By James Goodwin, PTA, CSCS
Exercise is a fundamental component to our health and well-being, which is why staying active has been featured as a key recommendation in many Government COVID-19 strategies. In fact, moderate exercise such as a brisk walk, general gardening and even dancing will help improve your body’s immune system.
Several studies suggest that moderate exercise increases the number of lymphocytes (white blood cells) in the blood, boosting our ability to fight off infections and viruses. One would think more is better, right? You couldn’t be more wrong!

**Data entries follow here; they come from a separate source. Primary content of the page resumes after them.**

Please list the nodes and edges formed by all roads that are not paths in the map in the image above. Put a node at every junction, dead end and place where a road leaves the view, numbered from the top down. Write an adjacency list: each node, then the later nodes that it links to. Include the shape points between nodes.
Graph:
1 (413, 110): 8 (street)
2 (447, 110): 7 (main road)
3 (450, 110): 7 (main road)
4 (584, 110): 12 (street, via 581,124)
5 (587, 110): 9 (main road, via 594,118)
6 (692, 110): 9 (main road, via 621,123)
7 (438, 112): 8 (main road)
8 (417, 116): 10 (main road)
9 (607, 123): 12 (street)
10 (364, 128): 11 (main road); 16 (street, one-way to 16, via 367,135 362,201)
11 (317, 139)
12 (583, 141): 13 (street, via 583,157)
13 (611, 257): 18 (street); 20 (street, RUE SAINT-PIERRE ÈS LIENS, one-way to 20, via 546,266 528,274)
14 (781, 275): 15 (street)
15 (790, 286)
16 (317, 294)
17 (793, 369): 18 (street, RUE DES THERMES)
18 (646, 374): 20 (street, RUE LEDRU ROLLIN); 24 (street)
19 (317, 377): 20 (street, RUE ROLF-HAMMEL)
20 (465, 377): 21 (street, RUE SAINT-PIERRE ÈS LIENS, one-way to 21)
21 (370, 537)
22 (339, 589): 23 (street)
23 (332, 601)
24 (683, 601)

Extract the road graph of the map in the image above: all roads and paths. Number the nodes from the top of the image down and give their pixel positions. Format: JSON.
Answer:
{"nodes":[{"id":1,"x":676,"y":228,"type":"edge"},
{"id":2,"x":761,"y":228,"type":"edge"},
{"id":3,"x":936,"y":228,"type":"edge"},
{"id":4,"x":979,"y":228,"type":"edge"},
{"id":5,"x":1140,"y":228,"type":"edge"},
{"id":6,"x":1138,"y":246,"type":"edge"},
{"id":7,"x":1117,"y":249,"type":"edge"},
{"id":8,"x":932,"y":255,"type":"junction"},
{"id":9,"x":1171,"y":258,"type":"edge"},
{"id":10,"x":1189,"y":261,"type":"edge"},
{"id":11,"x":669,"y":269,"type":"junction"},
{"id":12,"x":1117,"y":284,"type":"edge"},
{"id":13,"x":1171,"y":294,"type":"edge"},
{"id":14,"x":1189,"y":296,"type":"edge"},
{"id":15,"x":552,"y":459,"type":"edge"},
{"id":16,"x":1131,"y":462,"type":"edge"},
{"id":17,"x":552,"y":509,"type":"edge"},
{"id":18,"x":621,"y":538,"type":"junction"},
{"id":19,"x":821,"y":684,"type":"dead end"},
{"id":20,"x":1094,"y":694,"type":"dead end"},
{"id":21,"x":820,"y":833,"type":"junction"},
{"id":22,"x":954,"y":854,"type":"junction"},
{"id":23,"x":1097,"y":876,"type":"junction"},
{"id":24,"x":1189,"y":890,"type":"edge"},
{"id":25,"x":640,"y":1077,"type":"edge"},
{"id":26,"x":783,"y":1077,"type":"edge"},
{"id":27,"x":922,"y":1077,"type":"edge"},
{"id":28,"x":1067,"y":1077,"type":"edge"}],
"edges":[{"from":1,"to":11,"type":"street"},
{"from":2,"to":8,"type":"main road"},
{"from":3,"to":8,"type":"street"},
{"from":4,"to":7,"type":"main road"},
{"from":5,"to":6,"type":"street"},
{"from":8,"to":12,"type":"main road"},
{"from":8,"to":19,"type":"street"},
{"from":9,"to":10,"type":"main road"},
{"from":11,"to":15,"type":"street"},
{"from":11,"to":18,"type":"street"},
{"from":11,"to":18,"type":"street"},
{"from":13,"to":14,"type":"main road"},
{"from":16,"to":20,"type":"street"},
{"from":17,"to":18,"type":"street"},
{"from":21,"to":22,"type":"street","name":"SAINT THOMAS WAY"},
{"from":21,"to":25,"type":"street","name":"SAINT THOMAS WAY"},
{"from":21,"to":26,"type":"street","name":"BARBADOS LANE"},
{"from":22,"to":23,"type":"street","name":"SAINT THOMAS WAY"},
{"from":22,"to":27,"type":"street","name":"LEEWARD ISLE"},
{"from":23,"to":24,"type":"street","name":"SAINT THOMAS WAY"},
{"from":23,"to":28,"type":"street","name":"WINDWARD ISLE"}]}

Strenuous exercise decreases the body’s natural virus-killing cells making you more susceptible to increased infection. A study conducted by Pedersen and Toft, examined the effects on the immune system following moderate and strenuous exercise. They concluded that moderate exercise appears to increase resistance to upper respiratory tract infections, whereas intense exercise decreases the immune function. It must be noted, however, the study suggests these negative effects result from intense “long-term” exercise lasting for at least an hour. In fact, Pedersen and Toft explain, “an acute bout of exercise induces mobilization of all lymphocyte subpopulations to the blood.” That is, shorter bouts of exercise as well as moderate intensity may be more beneficial than long-duration strenuous exercise.
So, what’s the take home message? Go for that walk with the dog, dance with your spouse, but keep the intensity moderate and duration short. Life is a marathon NOT a sprint, so enjoy the journey. The best form of medicine is exercise, so let’s stay active, and in doing so, stay healthy together!
Pedersen BK, Toft AD. Effects of exercise on lymphocytes and cytokines. British Journal of Sports Medicine. 2000; 246-251.